Anonymisation techniques – either encrypting or removing personally identifiable information - enable the wider use of personal data. However, using anonymised data comes with the risks of re-identifying patients, and thus involves a strict ethical approval process.
Using synthetic health data helps to overcome these privacy and confidentiality issues.
Synthetic health data is generated to represent real patient data, using publicly available open data sources, like NHS England and Public Health England statistics. Using synthetic health data also means:
- You are able to practise writing queries and defining policies prior to accessing anonymised data, which has a strict ethical approval process
- It holds no personal information and cannot be traced back to any individual; therefore, the use of synthetic data reduces confidentiality and privacy issues
- You are given another perspective, helping to define a project because the synthetic data acts as a testbed
- Tracking through synthetic data and the assumptions used to generate the synthetic data may assist with literature discovery – identifying the cohort and impact of research. For instance, researchers doing clinical trials may generate synthetic data to aid in creating a baseline for future studies and testing.

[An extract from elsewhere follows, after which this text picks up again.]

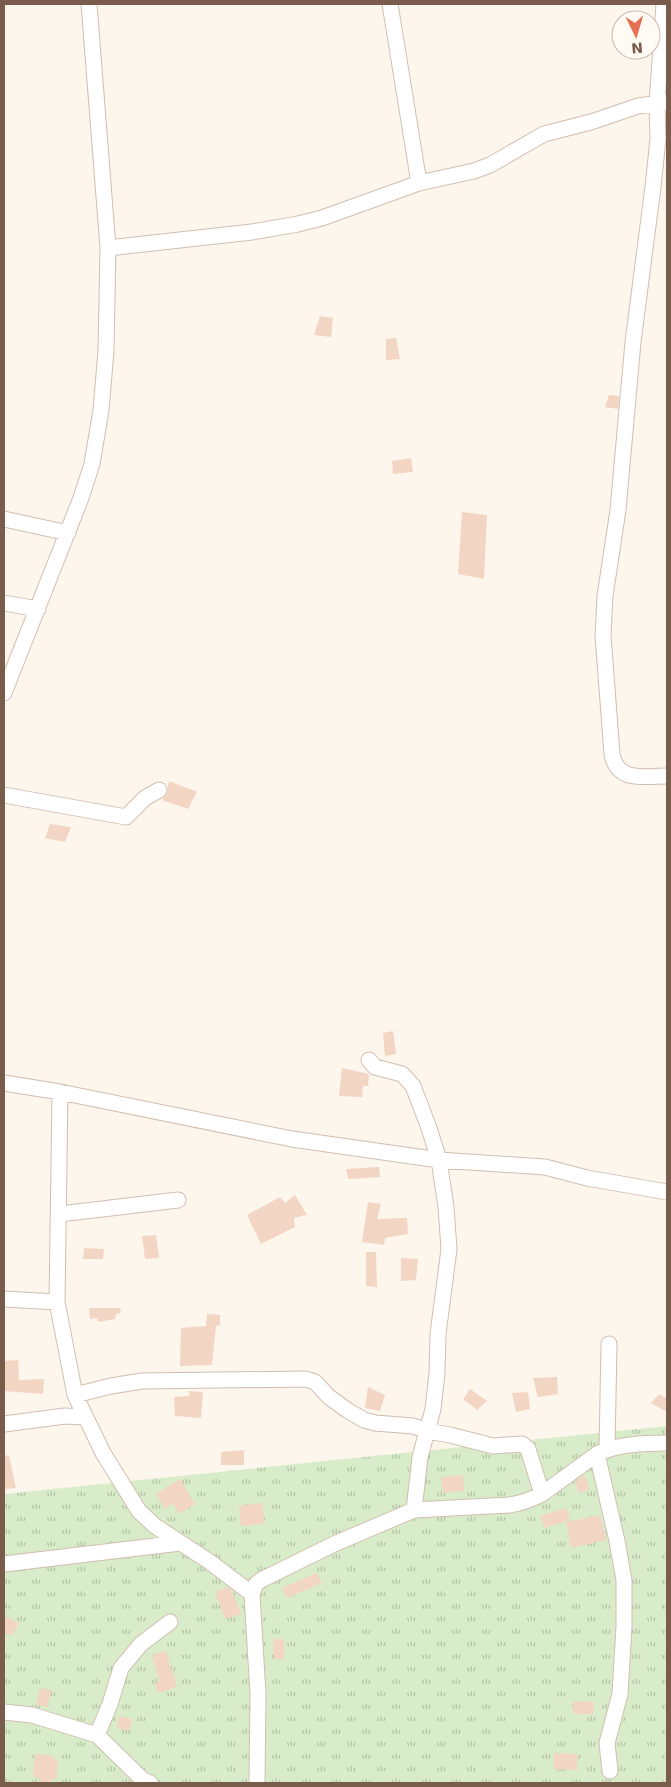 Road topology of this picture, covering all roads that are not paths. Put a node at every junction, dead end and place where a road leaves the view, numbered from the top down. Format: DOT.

Synthetic data can also be used in testing and creating different scenarios within a system, for example, illustrating the impact of a policy change, both at present-time and in the future.
Synthetic electronic health care records
A group of researchers in Massachusetts have developed Synthea: an approach, method, and software mechanism for generating synthetic patients and the synthetic electronic health care record. Based on publicly available information, the records can be simulated with pathways of disease progression, care plans, personal workflows (of the citizen and the healthcare professional), and the lifecycle of research projects.
Image: 'PADARSER as the conceptual framework for Synthea' <https://academic.oup.com/jamia/advance-article/doi/10.1093/jamia/ocx079/4098271>
As the above image shows, the result is a source of synthetic electronic health records that are readily available; suited to industrial, innovation, research, and educational uses; and free of legal, privacy, security, and intellectual property restrictions.